◆ Source material:
================================

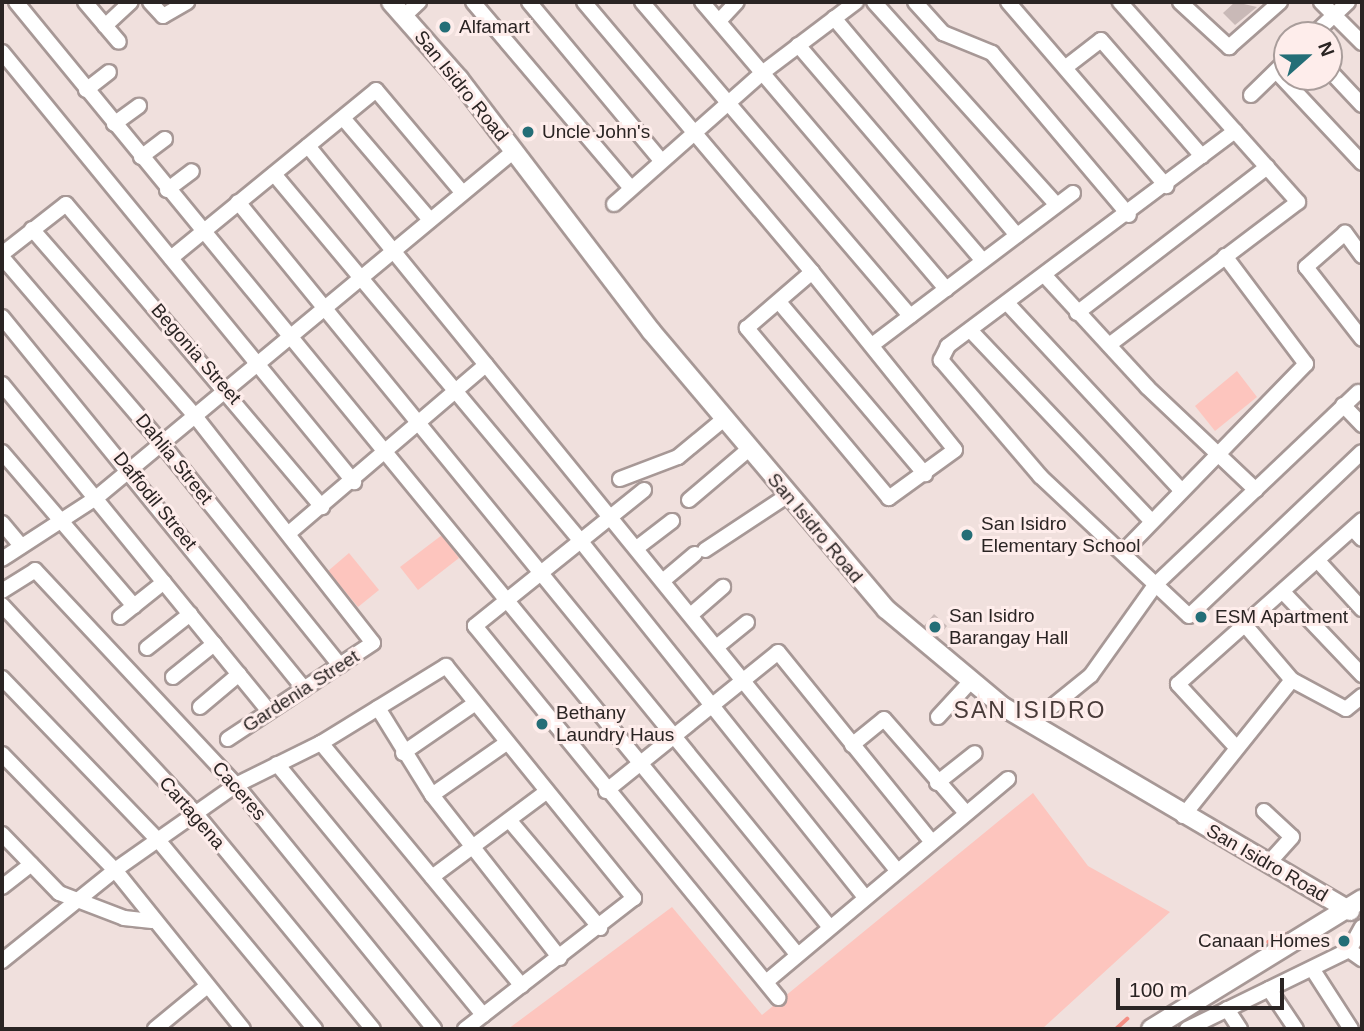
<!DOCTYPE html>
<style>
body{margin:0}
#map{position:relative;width:1364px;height:1031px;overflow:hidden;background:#f0e0dd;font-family:Helvetica,sans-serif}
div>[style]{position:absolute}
.green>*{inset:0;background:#fdc5be}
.stream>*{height:3.5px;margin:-1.75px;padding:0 1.75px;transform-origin:1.75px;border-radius:1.75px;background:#f48e84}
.building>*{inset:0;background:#c9b9b7}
.roads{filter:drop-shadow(2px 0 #a79896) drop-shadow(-2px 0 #a79896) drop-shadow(0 2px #a79896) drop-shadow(0 -2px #a79896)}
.minor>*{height:14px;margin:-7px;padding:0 7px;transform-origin:7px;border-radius:7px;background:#fff}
.tertiary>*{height:18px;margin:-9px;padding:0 9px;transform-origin:9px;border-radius:9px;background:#fff}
.dots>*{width:19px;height:19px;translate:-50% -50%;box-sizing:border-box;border:4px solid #feedeb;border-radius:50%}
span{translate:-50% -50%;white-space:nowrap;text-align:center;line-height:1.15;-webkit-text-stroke:6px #feedeb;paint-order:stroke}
.poi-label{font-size:19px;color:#2a2423}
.left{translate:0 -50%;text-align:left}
.right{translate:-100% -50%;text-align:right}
.street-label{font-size:19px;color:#2a2423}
.quarter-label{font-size:23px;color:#493c3a;letter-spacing:2px}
.frame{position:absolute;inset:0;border:4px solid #2a2423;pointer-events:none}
.north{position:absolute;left:1273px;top:21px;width:70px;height:70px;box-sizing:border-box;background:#feedeb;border:2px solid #a99d9b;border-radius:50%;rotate:69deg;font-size:19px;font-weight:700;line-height:28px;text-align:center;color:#2a2423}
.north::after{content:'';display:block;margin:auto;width:24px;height:32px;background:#246e77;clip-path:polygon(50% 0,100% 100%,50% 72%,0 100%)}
.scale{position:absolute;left:1116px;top:978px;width:168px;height:32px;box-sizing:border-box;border:4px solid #2a2423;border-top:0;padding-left:9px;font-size:21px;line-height:24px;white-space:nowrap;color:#2a2423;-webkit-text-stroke:5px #feedeb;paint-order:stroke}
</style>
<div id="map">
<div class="green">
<div style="clip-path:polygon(1237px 371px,1257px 397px,1215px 431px,1195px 406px)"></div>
<div style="clip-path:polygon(442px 535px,459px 558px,418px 590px,400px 567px)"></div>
<div style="clip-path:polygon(349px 553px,379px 590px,358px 607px,328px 571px)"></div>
<div style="clip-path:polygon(1033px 793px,1088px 866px,1170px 912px,1042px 1029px,508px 1029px,672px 907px,762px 1015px)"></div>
</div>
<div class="stream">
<div style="left:1268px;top:942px;width:33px;rotate:-23deg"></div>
<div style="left:1116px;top:1029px;width:15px;rotate:-42deg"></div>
</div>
<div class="building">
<div style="clip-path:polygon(1235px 2px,1257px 7px,1235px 25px,1223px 13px)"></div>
<div style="clip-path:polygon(934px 614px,947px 626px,938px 637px,924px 626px)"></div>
</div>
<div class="roads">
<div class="minor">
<div style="left:16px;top:2px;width:1230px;rotate:50.64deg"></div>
<div style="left:85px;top:2px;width:52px;rotate:49.6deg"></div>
<div style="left:150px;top:2px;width:19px;rotate:47deg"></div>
<div style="left:163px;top:16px;width:28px;rotate:-30deg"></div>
<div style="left:473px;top:2px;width:243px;rotate:49.7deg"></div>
<div style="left:529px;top:2px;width:204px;rotate:50.2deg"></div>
<div style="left:584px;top:2px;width:353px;rotate:49.8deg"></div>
<div style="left:812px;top:272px;width:228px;rotate:51.2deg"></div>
<div style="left:955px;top:450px;width:82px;rotate:144deg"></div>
<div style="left:889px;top:498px;width:222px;rotate:-129.9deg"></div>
<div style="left:747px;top:328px;width:86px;rotate:-40.7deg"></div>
<div style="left:642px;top:2px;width:413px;rotate:49.5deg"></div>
<div style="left:702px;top:2px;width:377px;rotate:49.6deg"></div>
<div style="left:874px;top:2px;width:273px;rotate:48deg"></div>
<div style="left:915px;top:2px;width:42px;rotate:47.9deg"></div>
<div style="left:943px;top:33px;width:53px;rotate:22.2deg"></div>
<div style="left:992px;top:53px;width:212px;rotate:49.8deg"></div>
<div style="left:1008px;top:2px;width:243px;rotate:49.3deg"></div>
<div style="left:1180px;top:2px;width:67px;rotate:42.6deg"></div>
<div style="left:1229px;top:47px;width:68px;rotate:-41.4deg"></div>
<div style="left:1321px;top:2px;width:58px;rotate:45deg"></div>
<div style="left:403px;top:17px;width:22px;rotate:-43deg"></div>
<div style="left:834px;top:18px;width:284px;rotate:49.9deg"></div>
<div style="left:719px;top:21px;width:26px;rotate:-47deg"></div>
<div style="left:105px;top:26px;width:35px;rotate:-43deg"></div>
<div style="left:1313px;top:35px;width:48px;rotate:-43.3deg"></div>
<div style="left:798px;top:45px;width:284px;rotate:49.4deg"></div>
<div style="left:2px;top:52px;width:556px;rotate:50.7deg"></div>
<div style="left:1066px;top:67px;width:44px;rotate:-37.6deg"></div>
<div style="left:1101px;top:40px;width:154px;rotate:49deg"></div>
<div style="left:1329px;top:70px;width:48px;rotate:46.7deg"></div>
<div style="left:1276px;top:71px;width:126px;rotate:46.9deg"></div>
<div style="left:86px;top:90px;width:29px;rotate:-38deg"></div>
<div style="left:1251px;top:95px;width:50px;rotate:-44.2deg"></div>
<div style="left:343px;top:118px;width:134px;rotate:49.5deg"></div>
<div style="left:114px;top:124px;width:31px;rotate:-36deg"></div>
<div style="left:1235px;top:131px;width:359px;rotate:143.2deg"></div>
<div style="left:948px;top:346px;width:16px;rotate:117deg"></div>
<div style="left:941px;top:360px;width:153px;rotate:49.5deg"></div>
<div style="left:1040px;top:476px;width:204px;rotate:43.2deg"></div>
<div style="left:1189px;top:616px;width:238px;rotate:-43.5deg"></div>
<div style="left:308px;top:146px;width:932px;rotate:50.88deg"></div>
<div style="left:141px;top:157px;width:30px;rotate:-37deg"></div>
<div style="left:274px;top:174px;width:476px;rotate:50.1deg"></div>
<div style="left:579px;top:539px;width:457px;rotate:51.4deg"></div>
<div style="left:167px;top:190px;width:31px;rotate:-37deg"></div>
<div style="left:238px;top:202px;width:935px;rotate:50.78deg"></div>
<div style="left:614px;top:204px;width:198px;rotate:-41.5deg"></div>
<div style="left:762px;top:73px;width:118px;rotate:-37.1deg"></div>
<div style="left:32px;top:229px;width:248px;rotate:48.9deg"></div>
<div style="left:195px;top:416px;width:288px;rotate:51.9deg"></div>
<div style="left:373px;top:643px;width:174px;rotate:146.5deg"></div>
<div style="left:2px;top:254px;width:81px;rotate:-38deg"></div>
<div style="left:66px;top:204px;width:397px;rotate:49.8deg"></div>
<div style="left:1362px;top:256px;width:29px;rotate:-126deg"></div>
<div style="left:1345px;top:233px;width:52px;rotate:138.9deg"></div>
<div style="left:1306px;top:267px;width:91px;rotate:52.1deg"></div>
<div style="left:2px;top:257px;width:246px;rotate:49.4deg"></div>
<div style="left:162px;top:444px;width:284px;rotate:51.2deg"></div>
<div style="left:171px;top:258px;width:265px;rotate:-39.3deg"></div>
<div style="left:376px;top:90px;width:132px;rotate:49.9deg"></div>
<div style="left:1046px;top:277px;width:149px;rotate:47.4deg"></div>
<div style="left:1147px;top:387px;width:150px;rotate:43.4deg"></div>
<div style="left:779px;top:302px;width:226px;rotate:49.7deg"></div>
<div style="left:1008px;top:304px;width:254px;rotate:47.1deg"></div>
<div style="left:1077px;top:313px;width:240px;rotate:-37.5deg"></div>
<div style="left:2px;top:317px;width:479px;rotate:50.9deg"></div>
<div style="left:971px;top:331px;width:262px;rotate:46.5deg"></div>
<div style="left:872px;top:345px;width:252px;rotate:-37.1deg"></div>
<div style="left:1109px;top:345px;width:237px;rotate:-37.1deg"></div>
<div style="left:1298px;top:202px;width:268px;rotate:-131.7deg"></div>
<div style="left:2px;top:384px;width:422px;rotate:50.8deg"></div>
<div style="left:1343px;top:405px;width:28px;rotate:46deg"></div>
<div style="left:2px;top:452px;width:203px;rotate:49.4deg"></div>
<div style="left:620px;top:479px;width:62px;rotate:-20.8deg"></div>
<div style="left:678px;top:457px;width:60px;rotate:-39.6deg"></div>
<div style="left:644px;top:490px;width:217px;rotate:141.2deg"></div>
<div style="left:475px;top:626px;width:480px;rotate:50.8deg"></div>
<div style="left:689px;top:500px;width:79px;rotate:-40.4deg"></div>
<div style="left:2px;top:523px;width:30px;rotate:50deg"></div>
<div style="left:1353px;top:529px;width:13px;rotate:48deg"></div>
<div style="left:289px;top:533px;width:259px;rotate:-40.5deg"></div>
<div style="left:638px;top:547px;width:43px;rotate:-37.4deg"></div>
<div style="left:705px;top:550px;width:100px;rotate:-33.5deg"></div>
<div style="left:1124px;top:551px;width:261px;rotate:-45.8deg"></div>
<div style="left:1306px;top:364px;width:135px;rotate:-126.9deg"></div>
<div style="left:2px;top:559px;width:112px;rotate:-33deg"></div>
<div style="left:96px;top:498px;width:543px;rotate:-39.7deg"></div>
<div style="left:1318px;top:561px;width:65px;rotate:47.5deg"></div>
<div style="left:665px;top:579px;width:39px;rotate:-40deg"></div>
<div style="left:2px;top:591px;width:39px;rotate:-32deg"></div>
<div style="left:35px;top:570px;width:294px;rotate:46.9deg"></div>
<div style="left:236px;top:785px;width:314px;rotate:50.9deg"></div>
<div style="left:1283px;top:592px;width:115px;rotate:46.4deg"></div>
<div style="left:2px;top:605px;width:287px;rotate:47.1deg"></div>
<div style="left:197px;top:815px;width:277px;rotate:50.6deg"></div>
<div style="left:693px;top:613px;width:40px;rotate:-41deg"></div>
<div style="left:120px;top:617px;width:56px;rotate:-38.5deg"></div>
<div style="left:1245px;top:625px;width:72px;rotate:49.5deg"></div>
<div style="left:719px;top:645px;width:36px;rotate:-39deg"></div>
<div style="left:147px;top:648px;width:55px;rotate:-38.3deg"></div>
<div style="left:173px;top:677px;width:53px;rotate:-38.8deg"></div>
<div style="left:2px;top:678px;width:225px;rotate:46.1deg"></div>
<div style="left:158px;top:840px;width:246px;rotate:50.3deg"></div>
<div style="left:200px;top:707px;width:51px;rotate:-40.2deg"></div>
<div style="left:378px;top:708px;width:102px;rotate:58.2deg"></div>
<div style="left:432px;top:795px;width:207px;rotate:51.9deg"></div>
<div style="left:938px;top:717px;width:49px;rotate:-47.5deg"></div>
<div style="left:1032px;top:723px;width:76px;rotate:-39.1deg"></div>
<div style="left:1091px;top:675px;width:112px;rotate:-54.5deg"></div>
<div style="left:1156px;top:584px;width:279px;rotate:-43.5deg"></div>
<div style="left:321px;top:743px;width:315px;rotate:50.4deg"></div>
<div style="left:852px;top:745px;width:41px;rotate:-39.1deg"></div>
<div style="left:884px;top:719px;width:125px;rotate:48.9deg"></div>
<div style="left:1234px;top:745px;width:83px;rotate:-132.6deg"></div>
<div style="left:1178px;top:684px;width:246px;rotate:-41.7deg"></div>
<div style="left:403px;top:753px;width:86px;rotate:-34.6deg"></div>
<div style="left:2px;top:754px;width:162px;rotate:45.8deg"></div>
<div style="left:115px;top:870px;width:204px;rotate:51.2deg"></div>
<div style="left:277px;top:764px;width:325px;rotate:50.6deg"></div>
<div style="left:937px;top:783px;width:48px;rotate:-38.3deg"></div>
<div style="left:606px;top:791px;width:221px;rotate:-38.9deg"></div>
<div style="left:778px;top:652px;width:242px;rotate:51deg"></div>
<div style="left:432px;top:795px;width:89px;rotate:-34.9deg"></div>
<div style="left:1264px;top:811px;width:38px;rotate:43deg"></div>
<div style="left:1292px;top:837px;width:36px;rotate:132deg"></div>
<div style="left:1183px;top:816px;width:174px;rotate:-51.3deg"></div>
<div style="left:1292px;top:680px;width:61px;rotate:28.2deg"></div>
<div style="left:1346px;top:709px;width:21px;rotate:-39deg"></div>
<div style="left:510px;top:821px;width:140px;rotate:49.9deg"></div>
<div style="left:2px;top:834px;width:82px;rotate:46deg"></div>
<div style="left:59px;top:893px;width:70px;rotate:21deg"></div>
<div style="left:124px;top:918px;width:28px;rotate:6deg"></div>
<div style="left:432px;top:877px;width:142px;rotate:-36.7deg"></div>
<div style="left:2px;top:887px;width:37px;rotate:-38deg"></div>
<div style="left:1362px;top:927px;width:26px;rotate:119deg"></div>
<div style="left:1349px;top:950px;width:16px;rotate:35deg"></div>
<div style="left:2px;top:961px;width:145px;rotate:-38.8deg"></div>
<div style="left:115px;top:870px;width:148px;rotate:-35.1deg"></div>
<div style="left:236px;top:785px;width:95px;rotate:-26.3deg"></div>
<div style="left:321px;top:743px;width:147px;rotate:-31.6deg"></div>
<div style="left:446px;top:666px;width:299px;rotate:51deg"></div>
<div style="left:634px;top:898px;width:214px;rotate:142.2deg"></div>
<div style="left:1313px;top:970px;width:70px;rotate:57.2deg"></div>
<div style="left:766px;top:982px;width:316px;rotate:-40deg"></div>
<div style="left:1269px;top:989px;width:48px;rotate:56deg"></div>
<div style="left:1227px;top:1009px;width:24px;rotate:57deg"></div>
<div style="left:155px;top:1029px;width:66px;rotate:-39.5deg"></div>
<div style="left:1187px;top:1029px;width:180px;rotate:-26deg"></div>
</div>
<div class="tertiary">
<div style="left:391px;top:2px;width:103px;rotate:48.6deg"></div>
<div style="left:459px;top:79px;width:317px;rotate:52.7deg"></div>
<div style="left:651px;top:331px;width:364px;rotate:49.8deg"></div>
<div style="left:886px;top:609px;width:151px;rotate:39.9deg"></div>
<div style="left:1002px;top:706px;width:404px;rotate:30.5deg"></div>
<div style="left:1151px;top:1029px;width:248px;rotate:-31.6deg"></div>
</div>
</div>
<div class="dots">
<div style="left:445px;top:27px;background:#246e77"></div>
<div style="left:528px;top:132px;background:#246e77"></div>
<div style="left:967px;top:535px;background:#246e77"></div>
<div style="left:1201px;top:617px;background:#246e77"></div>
<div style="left:935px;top:627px;background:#246e77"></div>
<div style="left:542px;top:724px;background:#246e77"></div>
<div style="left:1344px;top:941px;background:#246e77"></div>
</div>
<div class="poi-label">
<span class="left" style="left:459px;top:27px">Alfamart</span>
<span class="left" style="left:542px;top:132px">Uncle John's</span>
<span class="left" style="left:981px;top:535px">San Isidro<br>Elementary School</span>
<span class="left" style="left:949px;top:627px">San Isidro<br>Barangay Hall</span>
<span class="left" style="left:1215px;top:617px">ESM Apartment</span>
<span class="left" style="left:556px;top:724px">Bethany<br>Laundry Haus</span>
<span class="right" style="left:1330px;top:941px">Canaan Homes</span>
</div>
<div class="street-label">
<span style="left:461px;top:86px;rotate:51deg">San Isidro Road</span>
<span style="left:196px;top:354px;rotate:49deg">Begonia Street</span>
<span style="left:174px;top:459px;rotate:51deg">Dahlia Street</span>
<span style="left:155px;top:501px;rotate:51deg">Daffodil Street</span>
<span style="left:815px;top:528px;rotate:50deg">San Isidro Road</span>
<span style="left:301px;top:691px;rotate:-33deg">Gardenia Street</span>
<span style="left:239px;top:791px;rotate:49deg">Caceres</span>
<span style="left:192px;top:813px;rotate:49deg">Cartagena</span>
<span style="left:1267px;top:863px;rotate:30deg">San Isidro Road</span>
</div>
<div class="quarter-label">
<span style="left:1030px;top:710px">SAN ISIDRO</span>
</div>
<div class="frame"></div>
<div class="north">N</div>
<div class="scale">100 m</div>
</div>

================================

◆ Problem details:
Wherever the string "stream" is found in the entries, copy the line it sits in.

◆ Exercise solution:
.stream>*{height:3.5px;margin:-1.75px;padding:0 1.75px;transform-origin:1.75px;border-radius:1.75px;background:#f48e84}
<div class="stream">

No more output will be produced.